Study material:
※ ※ ※
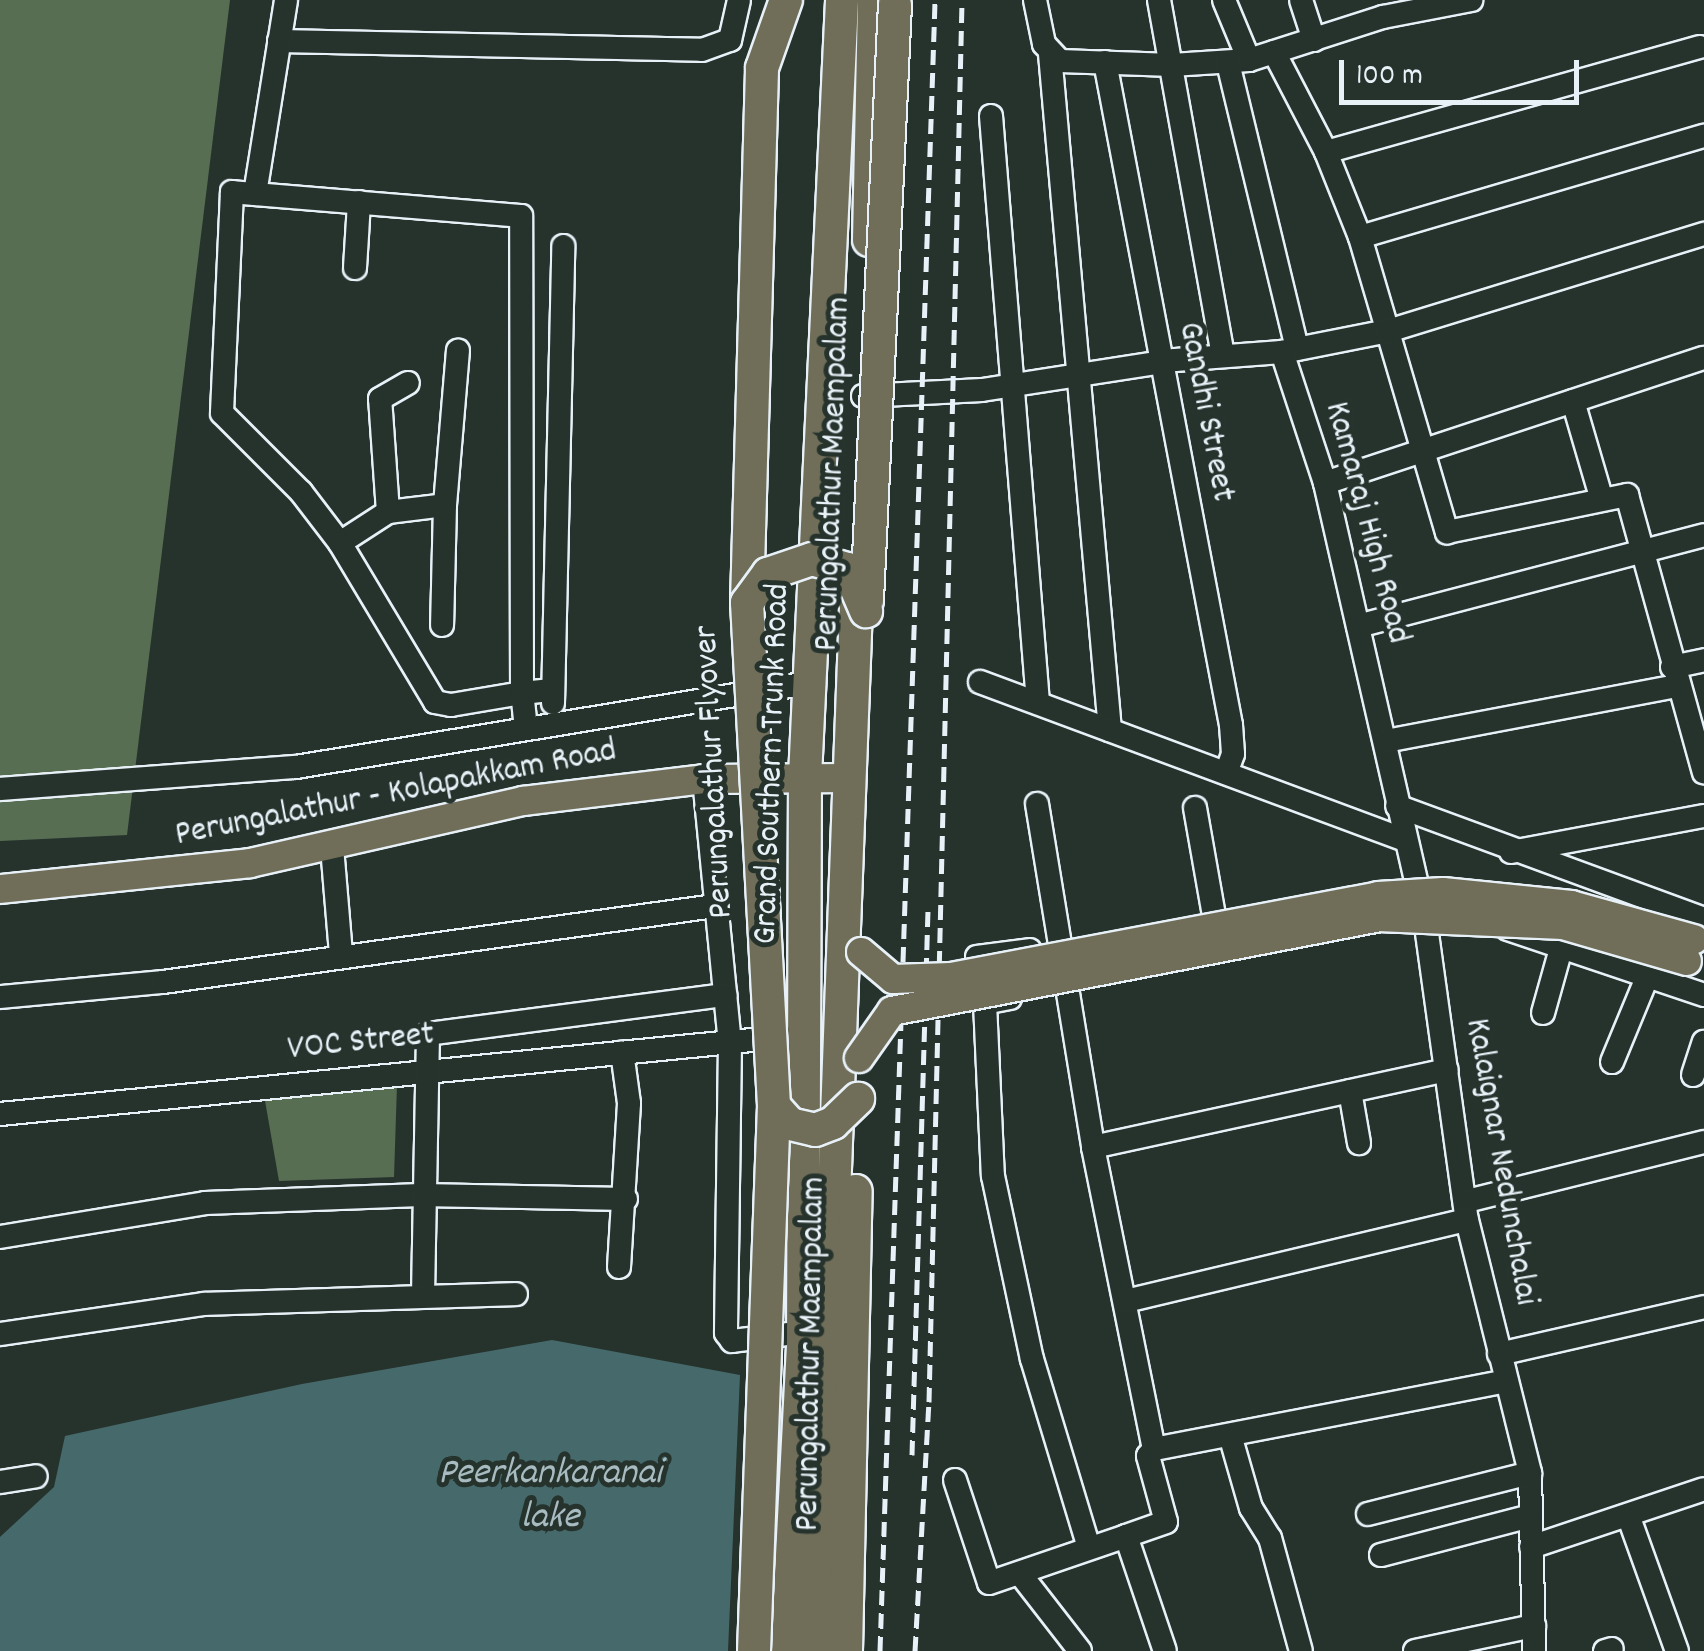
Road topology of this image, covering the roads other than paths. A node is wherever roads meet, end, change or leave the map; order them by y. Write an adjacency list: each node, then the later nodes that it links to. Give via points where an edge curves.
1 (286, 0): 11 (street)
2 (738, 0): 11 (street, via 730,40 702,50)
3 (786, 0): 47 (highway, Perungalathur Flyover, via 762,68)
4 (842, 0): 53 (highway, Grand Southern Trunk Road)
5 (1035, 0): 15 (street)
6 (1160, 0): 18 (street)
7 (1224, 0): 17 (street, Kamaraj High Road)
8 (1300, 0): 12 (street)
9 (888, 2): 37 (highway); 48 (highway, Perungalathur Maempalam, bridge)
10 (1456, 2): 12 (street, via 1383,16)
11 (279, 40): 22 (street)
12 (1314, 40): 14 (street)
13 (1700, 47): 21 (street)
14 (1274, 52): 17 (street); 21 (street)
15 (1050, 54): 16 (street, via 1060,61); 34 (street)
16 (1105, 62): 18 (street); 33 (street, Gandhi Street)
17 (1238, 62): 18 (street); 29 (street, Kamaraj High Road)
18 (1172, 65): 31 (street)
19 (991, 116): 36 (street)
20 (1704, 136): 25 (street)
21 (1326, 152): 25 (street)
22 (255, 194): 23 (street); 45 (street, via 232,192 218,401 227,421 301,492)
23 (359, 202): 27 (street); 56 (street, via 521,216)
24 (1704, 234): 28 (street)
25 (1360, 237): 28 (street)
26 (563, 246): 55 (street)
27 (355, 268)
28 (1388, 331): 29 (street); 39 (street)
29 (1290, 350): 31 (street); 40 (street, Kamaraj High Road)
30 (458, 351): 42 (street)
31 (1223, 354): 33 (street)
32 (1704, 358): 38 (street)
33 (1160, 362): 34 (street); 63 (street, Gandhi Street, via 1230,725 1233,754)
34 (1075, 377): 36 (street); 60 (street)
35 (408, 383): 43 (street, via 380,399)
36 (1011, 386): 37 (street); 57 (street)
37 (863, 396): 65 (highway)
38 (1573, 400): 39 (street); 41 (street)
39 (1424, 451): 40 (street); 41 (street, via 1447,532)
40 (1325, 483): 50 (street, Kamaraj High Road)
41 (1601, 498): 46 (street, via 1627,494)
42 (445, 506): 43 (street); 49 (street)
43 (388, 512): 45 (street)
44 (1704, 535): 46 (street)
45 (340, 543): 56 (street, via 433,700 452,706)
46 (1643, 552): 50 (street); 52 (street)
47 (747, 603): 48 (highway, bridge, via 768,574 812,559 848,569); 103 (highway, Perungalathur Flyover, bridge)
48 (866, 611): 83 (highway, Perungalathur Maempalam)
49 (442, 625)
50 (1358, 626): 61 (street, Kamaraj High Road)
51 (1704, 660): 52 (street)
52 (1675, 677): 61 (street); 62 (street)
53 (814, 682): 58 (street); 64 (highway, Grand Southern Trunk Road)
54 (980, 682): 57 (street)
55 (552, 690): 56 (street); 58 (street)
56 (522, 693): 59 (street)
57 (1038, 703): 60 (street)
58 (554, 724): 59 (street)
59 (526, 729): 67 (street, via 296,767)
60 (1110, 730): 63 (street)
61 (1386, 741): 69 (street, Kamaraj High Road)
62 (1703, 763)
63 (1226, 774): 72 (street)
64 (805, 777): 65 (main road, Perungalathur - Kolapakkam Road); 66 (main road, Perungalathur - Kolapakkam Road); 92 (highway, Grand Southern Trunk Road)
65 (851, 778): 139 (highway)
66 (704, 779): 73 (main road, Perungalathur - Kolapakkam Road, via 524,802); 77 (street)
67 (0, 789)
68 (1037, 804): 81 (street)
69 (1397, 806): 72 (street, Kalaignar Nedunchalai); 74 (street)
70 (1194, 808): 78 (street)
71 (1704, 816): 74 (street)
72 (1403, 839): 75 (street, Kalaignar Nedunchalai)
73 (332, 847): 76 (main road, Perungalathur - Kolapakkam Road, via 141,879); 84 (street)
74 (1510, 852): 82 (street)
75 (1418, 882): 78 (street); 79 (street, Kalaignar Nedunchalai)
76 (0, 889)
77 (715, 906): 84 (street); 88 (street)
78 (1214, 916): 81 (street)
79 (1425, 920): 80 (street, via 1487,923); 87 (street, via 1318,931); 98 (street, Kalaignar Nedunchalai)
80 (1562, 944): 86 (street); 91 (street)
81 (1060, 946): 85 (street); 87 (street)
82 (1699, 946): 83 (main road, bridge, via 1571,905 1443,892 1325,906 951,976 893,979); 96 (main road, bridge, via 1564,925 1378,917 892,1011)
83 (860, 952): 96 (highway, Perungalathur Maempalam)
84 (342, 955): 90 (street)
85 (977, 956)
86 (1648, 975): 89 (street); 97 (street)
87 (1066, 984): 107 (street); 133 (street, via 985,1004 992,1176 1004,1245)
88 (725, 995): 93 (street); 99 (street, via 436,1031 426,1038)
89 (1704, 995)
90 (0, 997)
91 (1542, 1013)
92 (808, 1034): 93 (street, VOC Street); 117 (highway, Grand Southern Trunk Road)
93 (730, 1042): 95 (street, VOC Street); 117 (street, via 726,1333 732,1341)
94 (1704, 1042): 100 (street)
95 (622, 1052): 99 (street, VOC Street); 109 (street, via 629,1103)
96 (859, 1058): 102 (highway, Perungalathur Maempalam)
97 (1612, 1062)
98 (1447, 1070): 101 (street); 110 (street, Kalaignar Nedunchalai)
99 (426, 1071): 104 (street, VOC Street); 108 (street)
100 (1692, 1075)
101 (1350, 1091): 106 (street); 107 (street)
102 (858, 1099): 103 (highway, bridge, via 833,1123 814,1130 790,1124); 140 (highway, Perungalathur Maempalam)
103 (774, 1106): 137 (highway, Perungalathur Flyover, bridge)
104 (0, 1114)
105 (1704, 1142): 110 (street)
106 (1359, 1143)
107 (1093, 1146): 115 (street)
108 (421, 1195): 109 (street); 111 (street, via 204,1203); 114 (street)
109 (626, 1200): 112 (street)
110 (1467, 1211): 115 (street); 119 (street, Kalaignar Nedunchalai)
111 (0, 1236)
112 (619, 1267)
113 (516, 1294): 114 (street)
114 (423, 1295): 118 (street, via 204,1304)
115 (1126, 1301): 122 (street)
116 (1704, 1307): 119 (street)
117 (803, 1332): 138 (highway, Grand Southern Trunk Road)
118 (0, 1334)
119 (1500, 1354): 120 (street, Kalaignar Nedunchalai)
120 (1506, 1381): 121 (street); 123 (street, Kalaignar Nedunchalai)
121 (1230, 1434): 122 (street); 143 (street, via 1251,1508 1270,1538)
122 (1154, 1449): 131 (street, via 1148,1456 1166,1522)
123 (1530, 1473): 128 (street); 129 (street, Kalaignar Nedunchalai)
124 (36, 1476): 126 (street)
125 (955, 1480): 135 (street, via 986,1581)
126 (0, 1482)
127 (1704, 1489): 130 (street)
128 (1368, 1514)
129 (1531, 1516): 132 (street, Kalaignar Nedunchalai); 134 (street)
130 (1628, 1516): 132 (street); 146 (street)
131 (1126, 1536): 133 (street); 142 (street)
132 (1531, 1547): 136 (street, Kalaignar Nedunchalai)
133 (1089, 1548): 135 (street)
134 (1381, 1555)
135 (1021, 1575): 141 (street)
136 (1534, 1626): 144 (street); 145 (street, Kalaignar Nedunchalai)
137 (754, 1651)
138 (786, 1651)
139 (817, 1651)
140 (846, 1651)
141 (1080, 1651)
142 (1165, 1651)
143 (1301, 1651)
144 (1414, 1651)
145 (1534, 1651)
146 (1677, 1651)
※ ※ ※
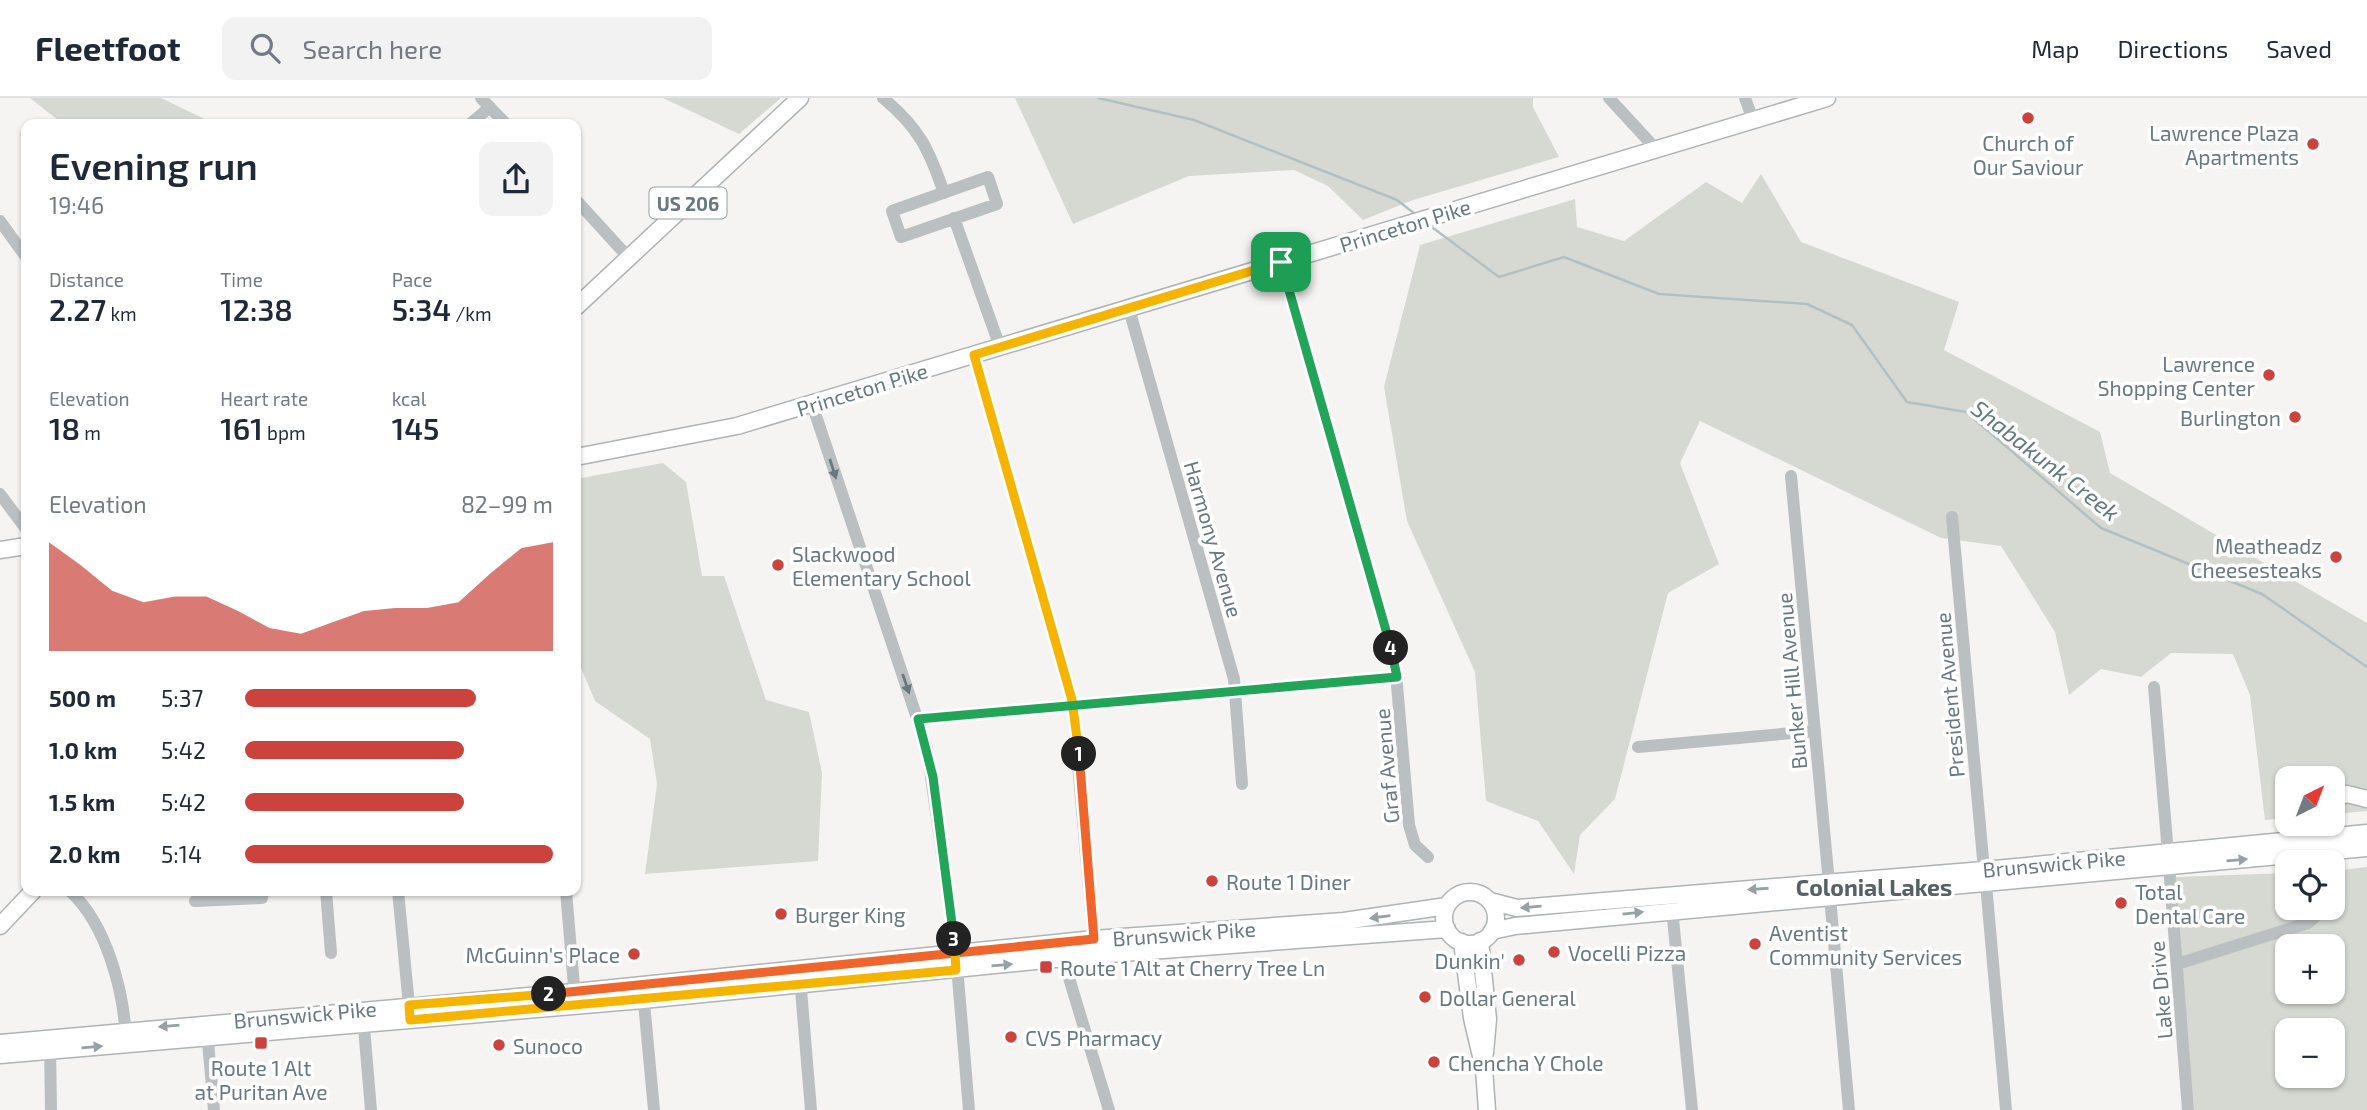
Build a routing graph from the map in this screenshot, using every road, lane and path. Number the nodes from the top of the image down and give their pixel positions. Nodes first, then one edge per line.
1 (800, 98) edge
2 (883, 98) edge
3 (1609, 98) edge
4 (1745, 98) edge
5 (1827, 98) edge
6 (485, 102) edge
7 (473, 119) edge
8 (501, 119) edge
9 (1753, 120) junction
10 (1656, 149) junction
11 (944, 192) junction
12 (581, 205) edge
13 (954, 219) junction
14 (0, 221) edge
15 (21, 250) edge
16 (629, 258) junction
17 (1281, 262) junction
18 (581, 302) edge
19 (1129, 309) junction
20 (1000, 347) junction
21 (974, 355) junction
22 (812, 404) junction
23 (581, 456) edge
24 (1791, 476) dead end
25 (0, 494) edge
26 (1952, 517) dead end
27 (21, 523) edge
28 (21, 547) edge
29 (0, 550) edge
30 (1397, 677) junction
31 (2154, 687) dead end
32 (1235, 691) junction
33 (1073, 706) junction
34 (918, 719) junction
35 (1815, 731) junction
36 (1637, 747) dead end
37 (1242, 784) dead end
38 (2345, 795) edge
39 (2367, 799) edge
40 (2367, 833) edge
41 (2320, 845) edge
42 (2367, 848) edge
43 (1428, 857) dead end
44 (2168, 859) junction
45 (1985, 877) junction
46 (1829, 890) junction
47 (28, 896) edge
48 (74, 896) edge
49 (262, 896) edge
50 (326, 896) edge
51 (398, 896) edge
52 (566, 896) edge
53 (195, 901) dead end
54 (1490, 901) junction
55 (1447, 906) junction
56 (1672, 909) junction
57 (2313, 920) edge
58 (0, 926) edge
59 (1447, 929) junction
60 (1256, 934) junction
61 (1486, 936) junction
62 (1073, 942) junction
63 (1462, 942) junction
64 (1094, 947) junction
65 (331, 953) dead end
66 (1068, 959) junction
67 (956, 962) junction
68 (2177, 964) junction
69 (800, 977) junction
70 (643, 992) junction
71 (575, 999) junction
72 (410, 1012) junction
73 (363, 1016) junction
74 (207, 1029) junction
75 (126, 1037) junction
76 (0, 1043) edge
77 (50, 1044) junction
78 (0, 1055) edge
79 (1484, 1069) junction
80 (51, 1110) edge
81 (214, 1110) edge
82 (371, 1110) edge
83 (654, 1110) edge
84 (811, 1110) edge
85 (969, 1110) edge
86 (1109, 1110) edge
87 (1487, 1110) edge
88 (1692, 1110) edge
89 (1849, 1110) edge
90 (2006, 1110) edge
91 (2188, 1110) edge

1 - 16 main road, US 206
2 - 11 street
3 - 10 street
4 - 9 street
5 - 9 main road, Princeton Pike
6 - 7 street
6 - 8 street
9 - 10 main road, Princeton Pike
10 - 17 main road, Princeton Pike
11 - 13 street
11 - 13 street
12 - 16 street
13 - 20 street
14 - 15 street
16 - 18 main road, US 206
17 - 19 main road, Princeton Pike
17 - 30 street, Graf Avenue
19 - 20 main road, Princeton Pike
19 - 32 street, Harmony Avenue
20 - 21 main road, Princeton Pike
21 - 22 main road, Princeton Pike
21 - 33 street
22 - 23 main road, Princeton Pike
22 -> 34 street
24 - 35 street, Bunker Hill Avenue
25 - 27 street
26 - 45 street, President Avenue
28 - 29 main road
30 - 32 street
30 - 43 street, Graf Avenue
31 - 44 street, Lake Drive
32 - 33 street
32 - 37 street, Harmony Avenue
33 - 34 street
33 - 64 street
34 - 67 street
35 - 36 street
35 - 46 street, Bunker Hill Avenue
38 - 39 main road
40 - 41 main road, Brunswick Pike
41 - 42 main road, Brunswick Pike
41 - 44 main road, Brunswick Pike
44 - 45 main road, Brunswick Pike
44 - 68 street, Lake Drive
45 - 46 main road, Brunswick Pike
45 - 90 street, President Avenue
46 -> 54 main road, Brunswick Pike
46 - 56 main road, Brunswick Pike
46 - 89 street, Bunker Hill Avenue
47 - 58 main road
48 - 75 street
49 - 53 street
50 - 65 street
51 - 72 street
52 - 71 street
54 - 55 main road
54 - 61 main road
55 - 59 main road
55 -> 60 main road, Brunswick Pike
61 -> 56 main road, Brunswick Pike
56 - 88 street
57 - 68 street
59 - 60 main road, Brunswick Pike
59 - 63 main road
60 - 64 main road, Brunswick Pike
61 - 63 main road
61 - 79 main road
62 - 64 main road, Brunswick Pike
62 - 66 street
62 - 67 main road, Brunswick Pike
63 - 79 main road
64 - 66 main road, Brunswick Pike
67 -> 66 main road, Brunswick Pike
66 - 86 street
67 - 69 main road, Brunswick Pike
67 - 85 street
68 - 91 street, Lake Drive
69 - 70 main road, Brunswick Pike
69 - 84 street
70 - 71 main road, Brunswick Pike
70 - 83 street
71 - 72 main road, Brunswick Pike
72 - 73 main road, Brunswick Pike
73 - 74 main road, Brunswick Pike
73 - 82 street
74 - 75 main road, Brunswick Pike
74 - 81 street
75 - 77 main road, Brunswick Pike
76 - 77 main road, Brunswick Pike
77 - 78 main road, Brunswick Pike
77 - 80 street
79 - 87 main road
※ ※ ※
Aim of the exercise:
Go through the data and copy every line that includes "Princeton".

Written answer:
5 - 9 main road, Princeton Pike
9 - 10 main road, Princeton Pike
10 - 17 main road, Princeton Pike
17 - 19 main road, Princeton Pike
19 - 20 main road, Princeton Pike
20 - 21 main road, Princeton Pike
21 - 22 main road, Princeton Pike
22 - 23 main road, Princeton Pike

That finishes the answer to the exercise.